Blogue “Mundo hipoético dos
ses”. http://mundohipoteticodosses.blogspot.pt.
2013.
Apenas precisar daquilo que existe
é uma boa medida de equilíbrio individual. A imaginação cobre o resto. Preenche
as frinchas por onde o frio da impossibilidade poderia entrar. Calafeta a
angústia do não ter.
Lembro-me a este propósito
do futebol de rua que joguei e que outros, que agora me leem, também jogaram. Nesse
jogo de crianças a ausência física das balizas nunca impediu nenhum desafio.
Definida a base de uma baliza com uma pasta, uma pedra, um monte de areia, ou
outro objeto suficientemente visível, toda a estrutura se construía, imaginada,
para que o jogo se desenvolvesse. Media-se, com inusitado rigor, a distância
entre os postes, ou melhor entre as suas bases, e a coisa construía-se de forma
completa e eficaz a partir daí. Enquanto a barra horizontal da baliza não
merecia grandes discussões, pois a sua altura dependia da altura do
guarda-redes, e isso era facilmente verificável pela visão e pela ética, os
postes verticais eram, muitas vezes nos jogos mais disputados, razão para
intensas discussões e uma retórica infantil muito prospetiva sobre a efetiva
perpendicularidade do poste em relação ao solo que suportava a bola e os
jogadores. É golo gritavam uns, enquanto outros, contrariados, juravam que a
bola bateu no poste e por isso não entrou. E isso podia continuar. Nesses jogos
em que as balizas eram imaginadas não era só a habilidade do corpo e dos pés
que contava, era também a boa explicação da trajetória da bola que determinava
o golo. A um nível retórico mais elevado havia quem, de forma surpreendente,
não negasse que efetivamente a bola bateu no poste ... bateu no poste mas
entrou, explicava então aos adversários ocasionais o jogador mais consistente.
E desenhava no espaço, com o dedo, a real trajetória da bola, sem recurso a um replay que não existia e por isso não
era necessário. Foi assim que a bola entrou, explicava, bateu deste lado do
poste e o resto era eloquência de quem desenhava no ar e na cabeça dos
adversários a trajetória (imaginada) do remate. E das duas uma: ou o consenso
imperava ou o dono da bola resolvia a questão levando-a para casa. Pronto deixa
lá, a bola bateu no poste e entrou, acediam, pragmáticos, os que há pouco juraram
ver a bola saindo (imaginada) da zona da sua baliza.

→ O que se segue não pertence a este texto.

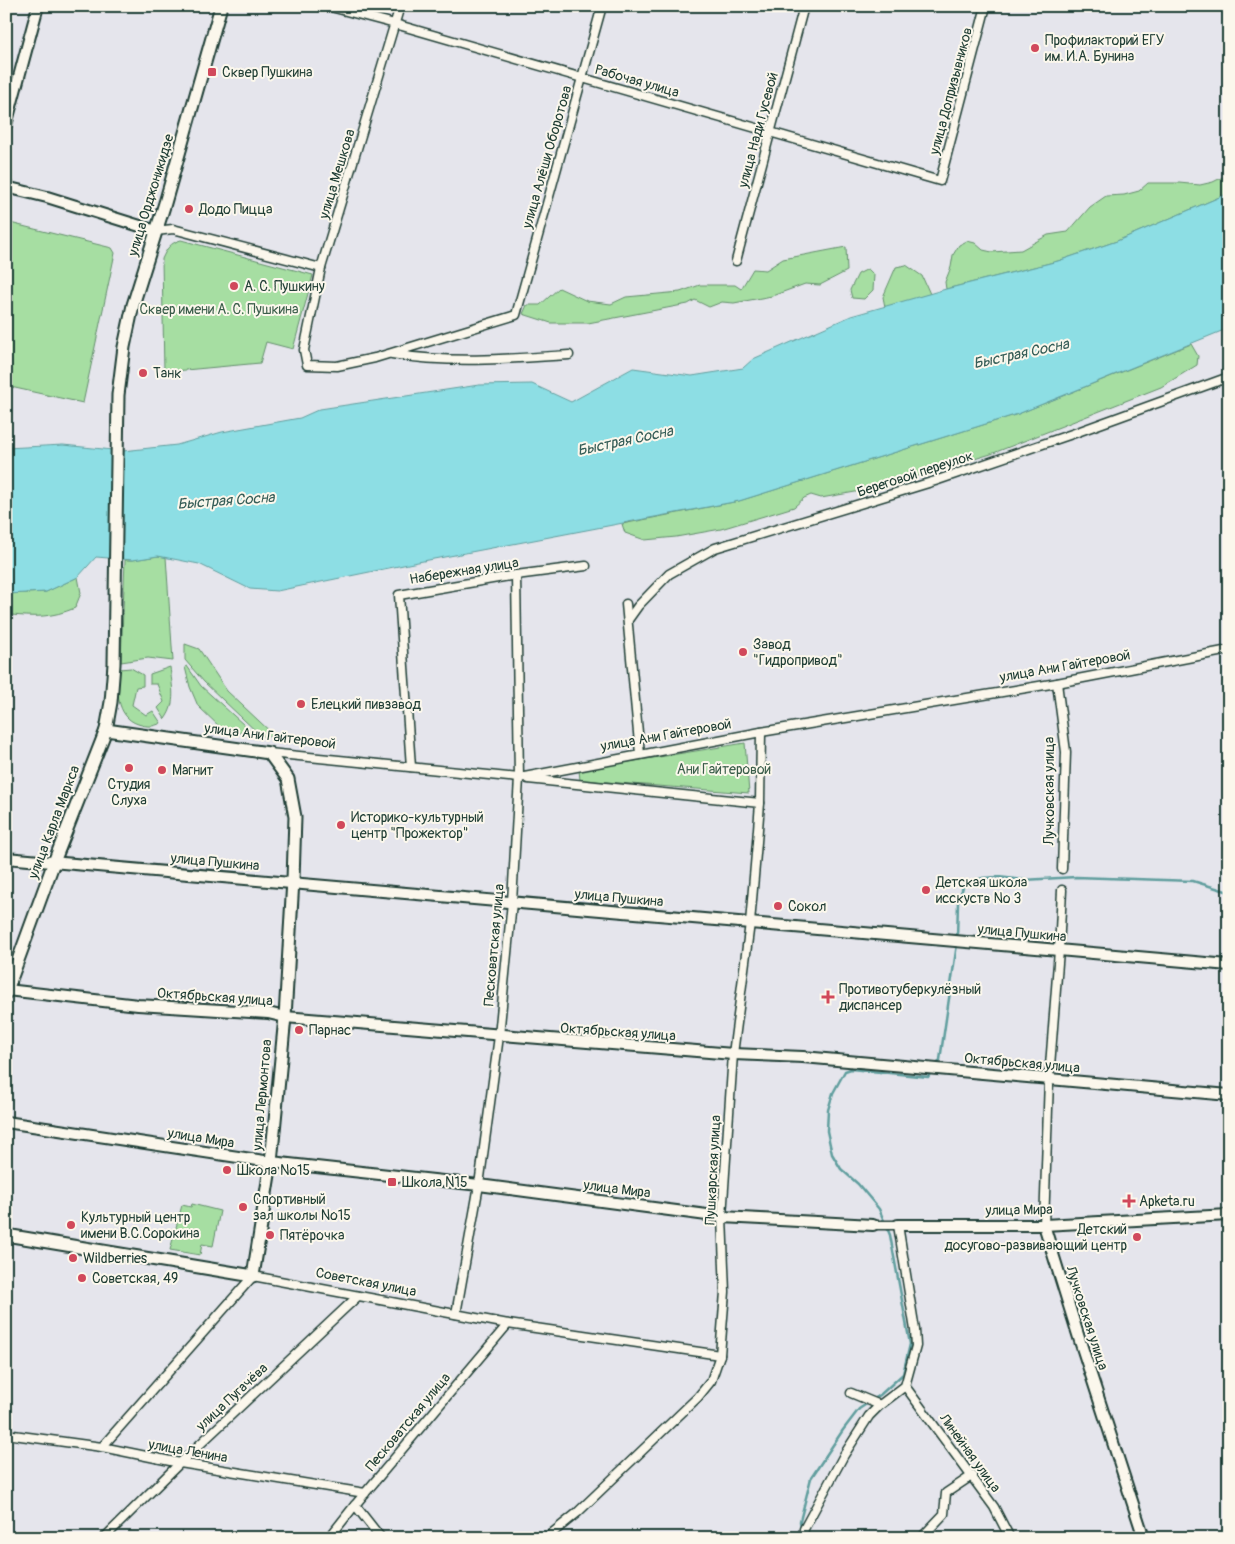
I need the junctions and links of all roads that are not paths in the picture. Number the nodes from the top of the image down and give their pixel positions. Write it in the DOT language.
graph roads {
  1 [pos="38,6"];
  2 [pos="221,6"];
  3 [pos="327,6"];
  4 [pos="400,6"];
  5 [pos="602,6"];
  6 [pos="804,6"];
  7 [pos="986,6"];
  8 [pos="395,24"];
  9 [pos="582,78"];
  10 [pos="6,125"];
  11 [pos="771,131"];
  12 [pos="940,181"];
  13 [pos="6,187"];
  14 [pos="156,232"];
  15 [pos="736,261"];
  16 [pos="321,268"];
  17 [pos="390,354"];
  18 [pos="570,355"];
  19 [pos="1229,377"];
  20 [pos="586,566"];
  21 [pos="516,575"];
  22 [pos="626,604"];
  23 [pos="628,620"];
  24 [pos="1229,650"];
  25 [pos="114,659"];
  26 [pos="1057,683"];
  27 [pos="106,730"];
  28 [pos="761,732"];
  29 [pos="269,753"];
  30 [pos="640,754"];
  31 [pos="411,767"];
  32 [pos="519,778"];
  33 [pos="760,803"];
  34 [pos="6,858"];
  35 [pos="54,862"];
  36 [pos="1062,869"];
  37 [pos="293,883"];
  38 [pos="1062,890"];
  39 [pos="512,902"];
  40 [pos="750,923"];
  41 [pos="1059,950"];
  42 [pos="1229,965"];
  43 [pos="7,991"];
  44 [pos="284,1017"];
  45 [pos="499,1036"];
  46 [pos="734,1054"];
  47 [pos="1048,1079"];
  48 [pos="1229,1095"];
  49 [pos="6,1122"];
  50 [pos="271,1162"];
  51 [pos="479,1185"];
  52 [pos="1229,1215"];
  53 [pos="722,1217"];
  54 [pos="873,1224"];
  55 [pos="1044,1224"];
  56 [pos="898,1225"];
  57 [pos="6,1235"];
  58 [pos="253,1276"];
  59 [pos="358,1296"];
  60 [pos="456,1314"];
  61 [pos="508,1324"];
  62 [pos="720,1355"];
  63 [pos="905,1386"];
  64 [pos="851,1393"];
  65 [pos="880,1405"];
  66 [pos="6,1434"];
  67 [pos="102,1447"];
  68 [pos="180,1463"];
  69 [pos="973,1476"];
  70 [pos="365,1493"];
  71 [pos="355,1505"];
  72 [pos="104,1538"];
  73 [pos="329,1538"];
  74 [pos="381,1538"];
  75 [pos="546,1538"];
  76 [pos="803,1538"];
  77 [pos="921,1538"];
  78 [pos="1010,1538"];
  79 [pos="1144,1538"];
  1 -- 10 [label="street"];
  2 -- 14 [label="main road, улица Орджоникидзе"];
  3 -- 8 [label="street, Рабочая улица"];
  4 -- 8 [label="street, улица Мешкова"];
  5 -- 9 [label="street, улица Алёши Оборотова"];
  6 -- 11 [label="street, улица Нади Гусевой"];
  7 -- 12 [label="street, улица Допризывников"];
  8 -- 9 [label="street, Рабочая улица"];
  8 -- 16 [label="street, улица Мешкова"];
  9 -- 11 [label="street, Рабочая улица"];
  9 -- 17 [label="street, улица Алёши Оборотова"];
  11 -- 12 [label="street, Рабочая улица"];
  11 -- 15 [label="street, улица Нади Гусевой"];
  13 -- 14 [label="street"];
  14 -- 16 [label="street"];
  14 -- 25 [label="main road, улица Орджоникидзе"];
  16 -- 17 [label="street, улица Мешкова"];
  17 -- 18 [label="street"];
  19 -- 23 [label="street, Береговой переулок"];
  20 -- 21 [label="street, Набережная улица"];
  21 -- 31 [label="street, Набережная улица"];
  21 -- 32 [label="street, Песковатская улица"];
  22 -- 23 [label="street"];
  23 -- 30 [label="street"];
  24 -- 26 [label="street, улица Ани Гайтеровой"];
  25 -- 27 [label="main road, улица Карла Маркса"];
  26 -- 28 [label="street, улица Ани Гайтеровой"];
  26 -- 36 [label="street, Лучковская улица"];
  27 -- 29 [label="main road, улица Ани Гайтеровой"];
  27 -- 35 [label="main road, улица Карла Маркса"];
  28 -- 30 [label="street, улица Ани Гайтеровой"];
  28 -- 33 [label="street, Пушкарская улица"];
  29 -- 31 [label="street, улица Ани Гайтеровой"];
  29 -- 37 [label="main road, улица Лермонтова"];
  30 -- 32 [label="street, улица Ани Гайтеровой"];
  31 -- 32 [label="street, улица Ани Гайтеровой"];
  32 -- 33 [label="street"];
  32 -- 39 [label="street, Песковатская улица"];
  33 -- 40 [label="street, Пушкарская улица"];
  34 -- 35 [label="street, улица Пушкина"];
  35 -- 37 [label="street, улица Пушкина"];
  35 -- 43 [label="main road, улица Карла Маркса"];
  37 -- 39 [label="street, улица Пушкина"];
  37 -- 44 [label="main road, улица Лермонтова"];
  38 -- 41 [label="street, Лучковская улица"];
  39 -- 40 [label="street, улица Пушкина"];
  39 -- 45 [label="street, Песковатская улица"];
  40 -- 41 [label="street, улица Пушкина"];
  40 -- 46 [label="street, Пушкарская улица"];
  41 -- 42 [label="street, улица Пушкина"];
  41 -- 47 [label="street, Лучковская улица"];
  43 -- 44 [label="street, Октябрьская улица"];
  44 -- 45 [label="street, Октябрьская улица"];
  44 -- 50 [label="main road, улица Лермонтова"];
  45 -- 46 [label="street, Октябрьская улица"];
  45 -- 51 [label="street, Песковатская улица"];
  46 -- 47 [label="street, Октябрьская улица"];
  46 -- 53 [label="street, Пушкарская улица"];
  47 -- 48 [label="street, Октябрьская улица"];
  47 -- 55 [label="street, Лучковская улица"];
  49 -- 50 [label="street, улица Мира"];
  50 -- 51 [label="street, улица Мира"];
  50 -- 58 [label="main road, улица Лермонтова"];
  51 -- 53 [label="street, улица Мира"];
  51 -- 60 [label="street, Песковатская улица"];
  52 -- 55 [label="street, улица Мира"];
  53 -- 54 [label="street, улица Мира"];
  53 -- 62 [label="street, Пушкарская улица"];
  54 -- 56 [label="street, улица Мира"];
  55 -- 56 [label="street, улица Мира"];
  55 -- 79 [label="street, Лучковская улица"];
  56 -- 63 [label="street"];
  57 -- 58 [label="main road, Советская улица"];
  58 -- 59 [label="street, Советская улица"];
  58 -- 67 [label="street"];
  59 -- 60 [label="street, Советская улица"];
  59 -- 68 [label="street, улица Пугачёва"];
  60 -- 61 [label="street, Советская улица"];
  61 -- 62 [label="street, Советская улица"];
  61 -- 70 [label="street, Песковатская улица"];
  62 -- 75 [label="street, Пушкарская улица"];
  63 -- 65 [label="street"];
  63 -- 69 [label="street, Линейная улица"];
  64 -- 65 [label="street"];
  65 -- 76 [label="street"];
  66 -- 67 [label="street, улица Ленина"];
  67 -- 68 [label="street, улица Ленина"];
  68 -- 70 [label="street, улица Ленина"];
  68 -- 72 [label="street, улица Пугачёва"];
  69 -- 77 [label="street"];
  69 -- 78 [label="street, Линейная улица"];
  70 -- 71 [label="street, Песковатская улица"];
  71 -- 73 [label="street, Песковатская улица"];
  71 -- 74 [label="street"];
}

Hoje há mais balizas. Nas escolas, nos parques, nas associações
recreativas muitas balizas foram plantadas neste país. Imagino, mesmo sem
precisar, que existirão centenas de vezes mais balizas do que há trinta ou
quarenta anos atrás. Talvez mesmo milhares de vezes, exagero. Recordo hoje a
chegada de algumas balizas aos átrios das escolas, zebradas de vermelho e
branco, que permitiram então tornar reais as trajetórias da bola por nós imaginadas.
Mesmo assim, na ausência de redes, discutia-se então se a bola entrou por
dentro ou por fora da rede agora imaginada. Depois inventamos os árbitros e aí
foi o descalabro: monopolizaram a nossa imaginação definindo pelo apito e pelos
gestos a “verdade”.
As balizas imaginárias saíram hoje das ruas e dos campos para outros
sectores. Para a política por exemplo. O que hoje assistimos entediados, em
Portugal, é à discussão se a crise bateu no poste e saiu ou se, pelo contrário,
bateu no poste e entrou, enquanto outros juram que nem no poste do Tribunal
Constitucional tocou a bola e que só é possível agora tentar perder por poucos.
Os jogos políticos são hoje entediantes, mastigados, com mais discussão
retórica do que arte na finalização e na conclusão. Os jogadores que hoje ocupam
o campo nunca jogaram na rua. Vejo mesmo assim com bons olhos outros jogadores
e outras plataformas e, mesmo da bancada, não me importaria de ajudar a construir
um futebol mais direto e objetivo que eliminasse o tédio do tiki-taka inconsequente que hoje
vivemos.
O Natal recupera, com doce cadência, as linhas imaginárias da infância. Constrói,
por outro lado, nas crianças de agora as balizas da memória. É assim tempo de
viver e recordar, de fundir a trajetória desses sentimentos numa única reta sem
princípio nem fim. Infinita por imaginação. Feliz Natal.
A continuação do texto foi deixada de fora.